The Caine Prize - “Submissions must be in English” Golden Boabab Prize
Yesterday, I watched and blogged about Kenyan author, Ngugi Wa Thiong’o, who made made a valid point on BBC HARDtalk that although the prizes to African literary writers is increasing, there is something wrong about the fact that the majority of prizes for African literature only considers books written in English.
I agree that this is a problem and responded:
“ I believe there African writers should not be limited to any language, be it their native tongue, English or any other; but by restricting writers to express themselves in their local narrative closes doors to credible talent, limiting opportunities to receive wider recognition and entry and influence into the global market. By allowing these restrictions we are at risk of contributing to the expansion of the English language (and culture) at the detriment of our own.”

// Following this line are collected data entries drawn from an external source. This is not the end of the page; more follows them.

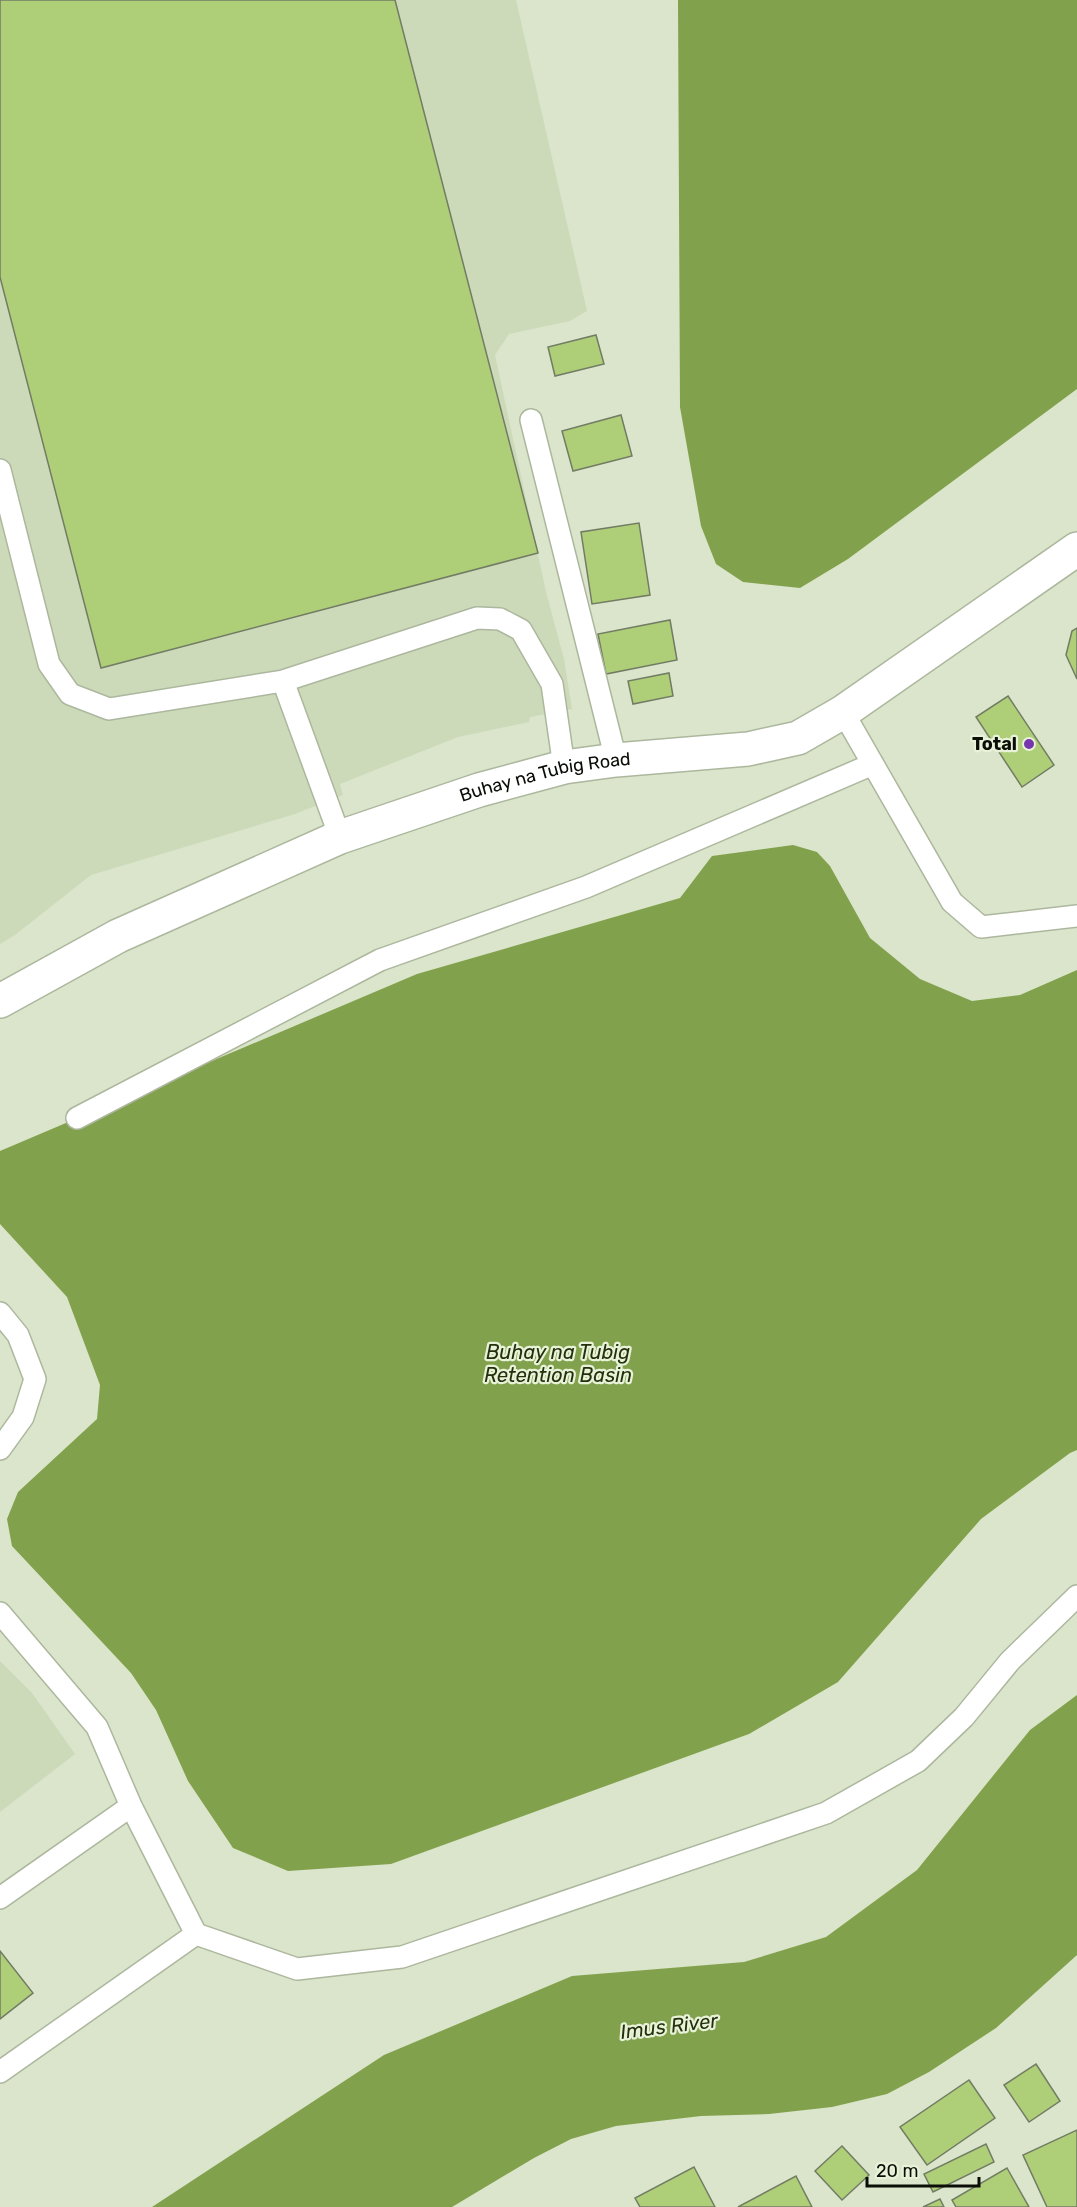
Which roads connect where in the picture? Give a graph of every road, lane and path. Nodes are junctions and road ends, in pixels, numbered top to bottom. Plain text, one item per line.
1 (531, 420) dead end
2 (0, 470) edge
3 (1077, 549) edge
4 (283, 681) junction
5 (843, 712) junction
6 (616, 760) junction
7 (873, 764) junction
8 (564, 766) junction
9 (340, 837) junction
10 (1077, 916) edge
11 (0, 1001) edge
12 (77, 1118) dead end
13 (0, 1313) edge
14 (0, 1449) edge
15 (1077, 1596) edge
16 (0, 1613) edge
17 (131, 1806) junction
18 (0, 1898) edge
19 (196, 1934) junction
20 (0, 2072) edge

1 - 6 lane
2 - 4 lane
3 - 5 main road, Buhay na Tubig Road
4 - 8 lane
4 - 9 lane
5 - 6 main road, Buhay na Tubig Road
5 - 7 lane
6 - 8 main road, Buhay na Tubig Road
7 - 10 lane
7 - 12 lane
8 - 9 main road, Buhay na Tubig Road
9 - 11 main road, Buhay na Tubig Road
13 - 14 lane
15 - 19 lane
16 - 17 lane
17 - 18 lane
17 - 19 lane
19 - 20 lane

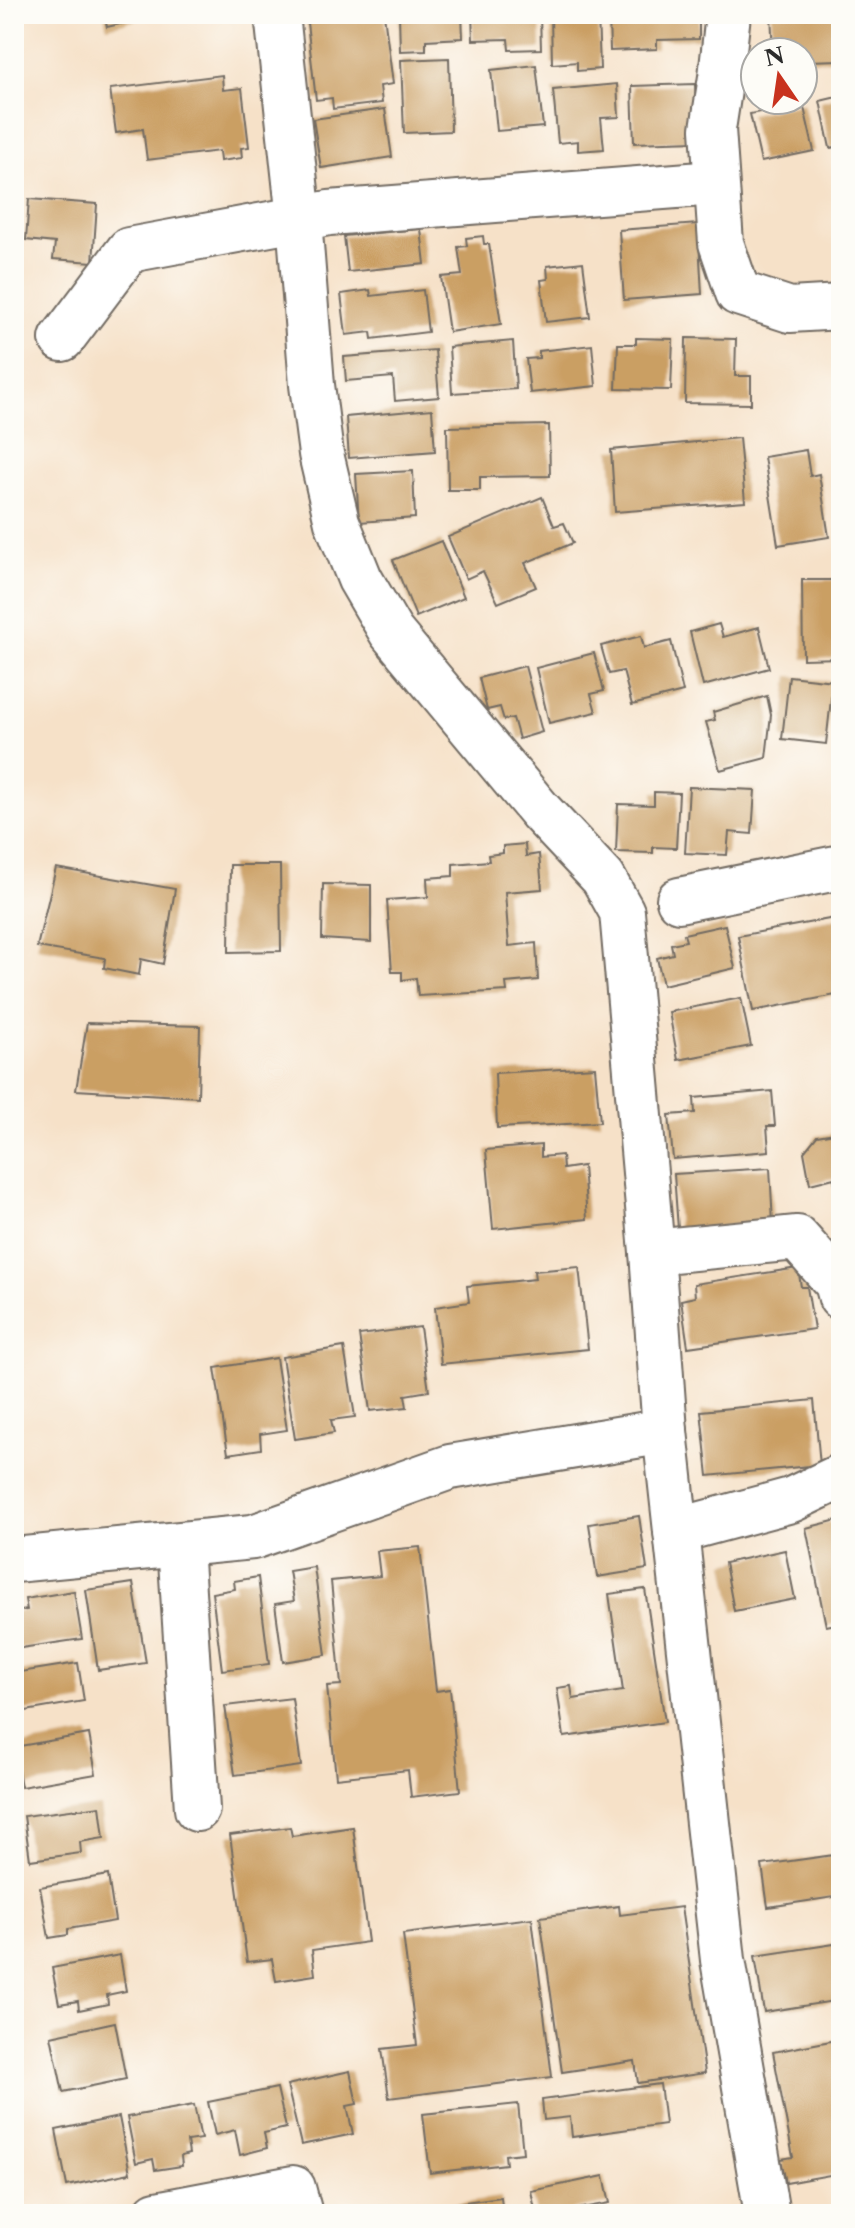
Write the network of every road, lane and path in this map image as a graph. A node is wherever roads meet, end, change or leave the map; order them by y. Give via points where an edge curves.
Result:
1 (277, 14) edge
2 (728, 14) edge
3 (715, 183) junction
4 (299, 219) junction
5 (841, 307) edge
6 (62, 339) dead end
7 (841, 867) edge
8 (603, 878) junction
9 (679, 900) junction
10 (625, 956) junction
11 (652, 1252) junction
12 (841, 1298) edge
13 (665, 1431) junction
14 (841, 1476) edge
15 (676, 1531) junction
16 (180, 1545) junction
17 (14, 1560) edge
18 (197, 1809) dead end
19 (156, 2214) edge
20 (300, 2214) edge
21 (767, 2214) edge

1 - 4 street
2 - 3 street via 713,129
3 - 4 street
3 - 5 street via 721,243 738,293 790,310
4 - 6 street via 129,250
4 - 8 street via 321,454 337,522 360,579 391,632
7 - 9 street
8 - 9 street
8 - 10 street via 622,912
9 - 10 street
10 - 11 street
11 - 12 street via 797,1238 837,1283
11 - 13 street
13 - 15 street
13 - 16 street via 450,1467 253,1537
14 - 15 street via 791,1500
15 - 21 street via 723,1960
16 - 17 street
16 - 18 street
19 - 20 street via 293,2188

My muse and culture confidant (@oladele_olafuyi) and I pondered this over pancakes yesterday. His view was that despite being sadly aware thousands of African languages are under threat, how can we realistically expect and/or help judges awarding prizes to African writers to standardise the selection process if stories are submitted in Africa’s numerous local languages? Are the resources available, and if not how can we generate such resource?
I did my best to guess my way around a solution, but I struggled…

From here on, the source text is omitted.